Posted: Thu Dec 06, 2007 2:11 am
by Mister Bushice
Dinsdale wrote:
He recieved an evacuation order due to a routine weather pattern in Southern California.
Since when is a wild fire a "Routine weather pattern"?
No one has ever been evacuated in so cal simply because of Santa Ana winds, you stupid dipshit.
Now ask Mikey how many times Fallbrook has burned like that in the last 100 years.
Then ask him how many times a year Santa Ana winds kick up in so cal.
(and FYI when they occur, ALL of So Cal gets them.)
Then ask me how many times I've been evacuated from a "routine weather pattern", OR a wild fire.

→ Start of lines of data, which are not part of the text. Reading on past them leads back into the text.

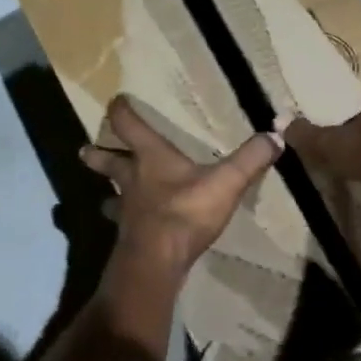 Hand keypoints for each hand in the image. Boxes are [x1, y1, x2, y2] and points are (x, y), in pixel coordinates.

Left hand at [81, 96, 282, 279]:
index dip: (121, 111)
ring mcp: (127, 210)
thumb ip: (251, 158)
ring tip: (104, 198)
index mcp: (151, 158)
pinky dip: (123, 223)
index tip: (116, 101)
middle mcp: (132, 179)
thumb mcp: (226, 182)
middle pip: (108, 162)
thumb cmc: (186, 212)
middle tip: (84, 151)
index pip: (129, 125)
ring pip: (111, 196)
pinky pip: (123, 224)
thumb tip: (276, 135)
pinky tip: (128, 230)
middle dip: (97, 155)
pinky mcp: (129, 236)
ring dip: (107, 194)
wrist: (158, 259) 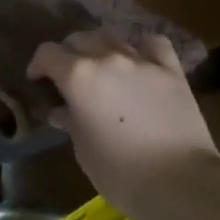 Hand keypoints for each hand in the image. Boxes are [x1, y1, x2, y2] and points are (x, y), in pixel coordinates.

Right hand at [27, 30, 219, 219]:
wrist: (182, 182)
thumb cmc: (122, 174)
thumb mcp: (83, 151)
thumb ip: (70, 122)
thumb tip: (62, 111)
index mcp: (79, 76)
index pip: (48, 53)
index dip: (38, 65)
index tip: (38, 81)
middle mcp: (107, 58)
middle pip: (79, 39)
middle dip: (67, 54)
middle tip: (68, 77)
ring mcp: (142, 60)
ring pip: (112, 37)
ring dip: (99, 48)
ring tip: (100, 67)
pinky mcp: (171, 70)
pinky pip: (152, 44)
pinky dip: (140, 48)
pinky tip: (139, 60) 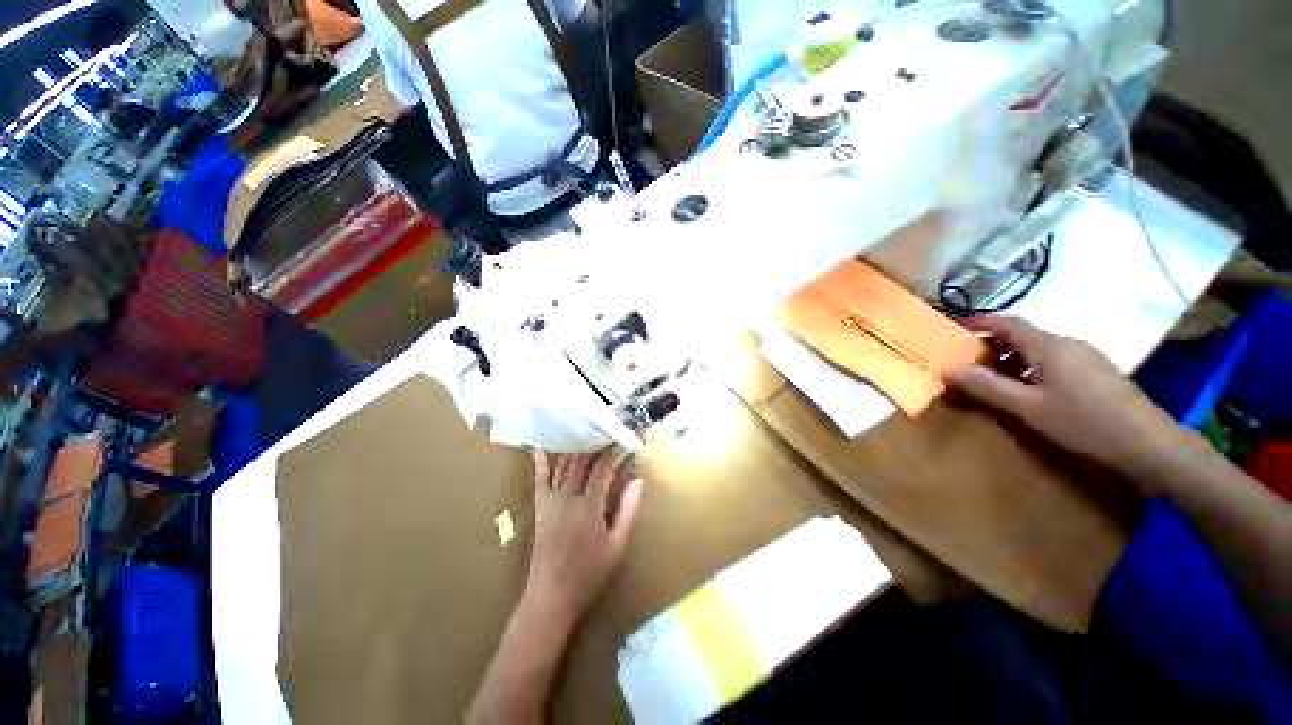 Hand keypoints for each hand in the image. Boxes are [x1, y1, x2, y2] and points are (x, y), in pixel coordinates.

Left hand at [525, 448, 642, 623]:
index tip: (625, 443)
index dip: (614, 453)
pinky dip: (542, 460)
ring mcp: (550, 501)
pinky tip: (544, 445)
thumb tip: (638, 480)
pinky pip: (540, 478)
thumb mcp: (617, 546)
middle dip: (595, 443)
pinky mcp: (539, 507)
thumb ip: (628, 510)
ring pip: (562, 465)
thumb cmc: (588, 573)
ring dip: (574, 446)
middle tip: (607, 433)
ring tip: (585, 432)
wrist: (551, 596)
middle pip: (581, 461)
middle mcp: (568, 497)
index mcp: (589, 507)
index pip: (603, 469)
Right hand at [947, 316, 1187, 492]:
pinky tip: (1028, 389)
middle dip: (992, 344)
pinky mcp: (1096, 371)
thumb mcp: (1028, 408)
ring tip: (992, 378)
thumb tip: (949, 370)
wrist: (1147, 444)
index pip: (1007, 323)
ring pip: (1038, 349)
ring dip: (1011, 358)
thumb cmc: (1083, 422)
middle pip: (1022, 335)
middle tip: (966, 361)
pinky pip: (1054, 360)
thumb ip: (987, 387)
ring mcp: (1086, 356)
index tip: (953, 327)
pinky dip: (1031, 367)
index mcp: (1049, 346)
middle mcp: (1068, 343)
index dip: (979, 322) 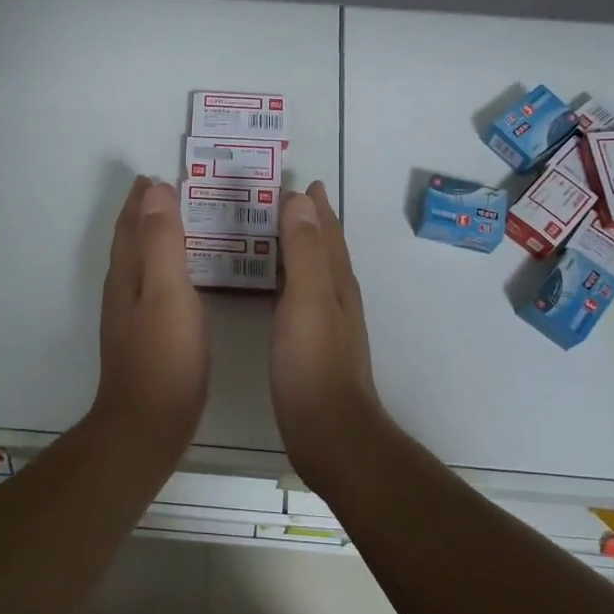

The answer would be NONE for both, in 20 plus years.
and this is based on YOUR comment, not A-dad.
Forget already? Here's a reminder
alheimersdale wrote:Why the fuck would you live somewhere that frequently threatens to burn down?
So you see, Dipshit, the whole point being as I said before, So Cal does not "frequently burn down". Small parts of it, mostly back country or where idiots have built homes they should not have does burn every few years, but a vast majority of the place doesn't, and never will.
Jesus. Explaining shit to you when you have fucked up and don't want to admit it is like talking to a 5th grader with the attention span of road kill.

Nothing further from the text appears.